Bioconcentration is the process where the chemical concentration in an aquatic organism achieves a level that exceeds that in the water as a result of the exposure of an organism to a chemical in the water but does not include exposure via the diet. Bioconcentration refers to a situation, typically derived under controlled laboratory conditions, wherein the chemical is absorbed from the water via the respiratory surface and/or the skin only. The extent of chemical Bioconcentration is usually expressed in the form of a Bioconcentration factor.

The bioconcentration factor (BCF) is the concentration of test substance in/on the fish or specified tissues thereof divided by the concentration of the chemical in the surrounding medium at steady state. In the context of setting exposure criteria it is generally understood that the terms “BCF” and “steady-state BCF” are synonymous. A steady-state condition occurs when the organism is exposed for a sufficient length of time that the ratio does not change substantially.

Bioconcentration factors (BCFs) are used to relate pollutant residues in aquatic organisms to the pollutant concentration in ambient waters. Many chemical compounds, especially those with a hydrophobic component, partition easily into the lipids and lipid membranes of organisms and bioaccumulate.

BCF and BAF are described by the following formulas:
BCF = CB/CWD = k1/(k2 + kE + kM + kG)
BAF = CB/CWD = {k1 + kD (CB/CWD)} / (k2 + kE + kM + kG)

Where CB is the chemical concentration in the organism (g/kg−1), k1 is the chemical uptake rate constant from the water at the respiratory surface (L·kg−1·d−1), CWD is the freely dissolved chemical concentration in the water (g·L−1), kD is the uptake rate constant for chemical in the diet (kg*kg-1*d-1) and k2, kE, kM, kG are rate constants (d−1) representing chemical elimination from the organism via the respiratory surface, fecal egestion, metabolic biotransformation, and growth dilution, respectively.

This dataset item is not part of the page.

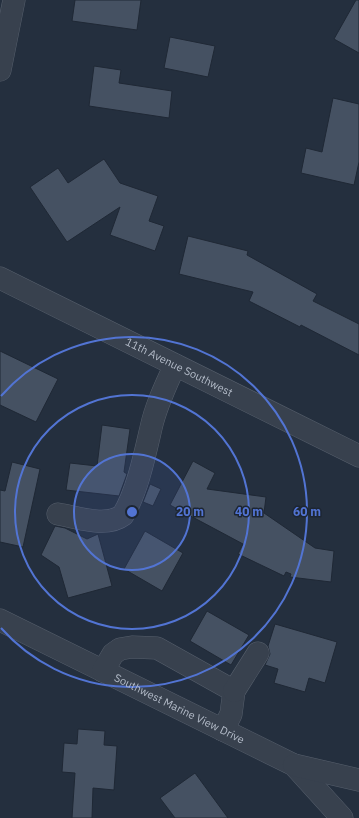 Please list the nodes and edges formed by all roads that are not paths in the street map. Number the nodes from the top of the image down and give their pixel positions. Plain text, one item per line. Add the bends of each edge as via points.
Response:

The degree of information requested under REACH varies upon yearly tonnage of production and/or import. In particular among the ecotoxicological information in Point 9.3.2 bioaccumulation is mentioned in the aquatic species, preferably fish. The preferred experimental conditions for BCF test are those reported in the OECD 305 guideline. The number of likely fish recommended for the test is in the range 132 to 240, for a duration of 44-116 days and a cost for each experiment in the range of 50-100 k€.

According to the REACH framework the potential use of BCF information include the following uses:

  • Classification & Labelling (C&L): all substances should be assessed for environmental hazard classification. Bioaccumulation potential is one aspect that needs to be considered in relation to long-term effects.
  • Prioritization (PBT, vPvB): bioaccumulation is one of the criteria used for the PBT/vPvB assessment. For a definitive conclusion, reliable measured BCF data are generally necessary (for fish or an invertebrate such as molluscs). However, a provisional assessment can be made against screening criteria.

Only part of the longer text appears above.